Launching a winery in British Columbia in 2026 might strike some as an unusual choice. The province’s wine industry is still navigating the aftermath of devastating cold events, ongoing climate uncertainty and shifting market realities. Yet for the founders of Spacedog Wines, the timing felt less like a warning sign and more like an opportunity.

The new Oliver-based winery, which opened its doors this month at the District Wine Village, is the creation of Todd Heintz, Jason Harding and Dean Prevost. Together, they represent an unlikely trio of founders for a winery making some very ambitious claims right out of the gate.

Heintz spent more than three decades in the software industry before selling his business in 2023.

Spacedog now open at the District Wine Village in Oliver.

Long before that, however, wine had already become a serious passion.
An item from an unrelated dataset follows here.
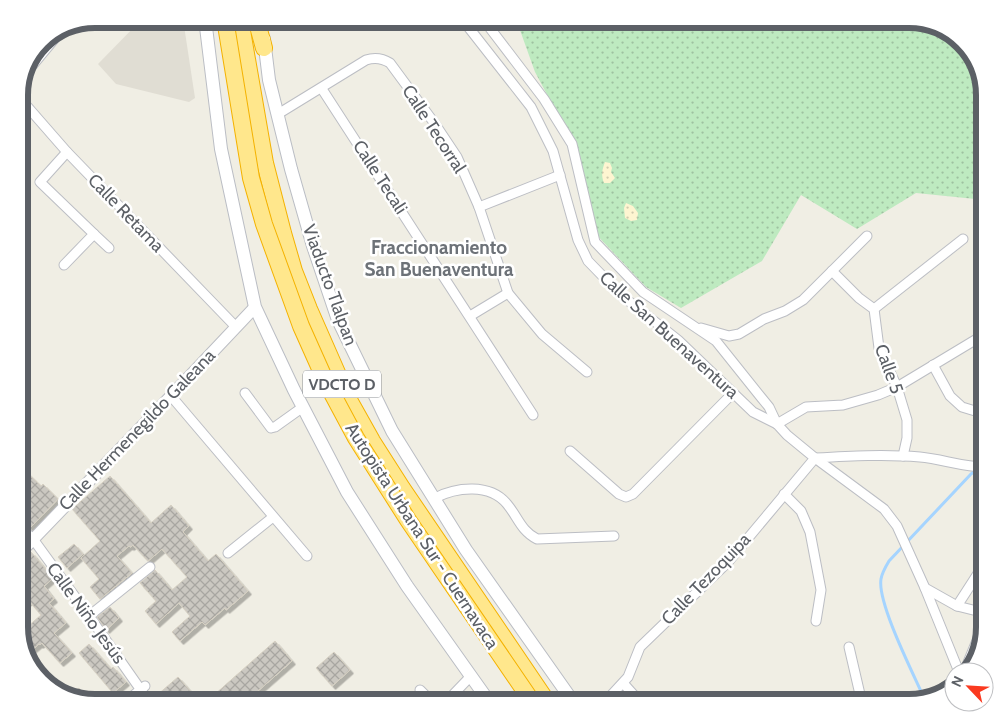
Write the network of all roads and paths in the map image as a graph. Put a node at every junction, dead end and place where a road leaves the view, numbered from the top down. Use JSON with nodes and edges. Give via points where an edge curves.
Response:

He was among the first groups in Canada to complete WSET Level 4 in the late 1990s, though he never pursued wine professionally.

That changed after moving from Vancouver to Kelowna in 2020. “We decided to dip our toes in the water and give it a go,” Heintz says.

The result is Spacedog, a winery whose branding feels deliberately different from much of the Okanagan’s established playbook. The name itself is playful, inspired loosely by a family dog but intended to represent something broader.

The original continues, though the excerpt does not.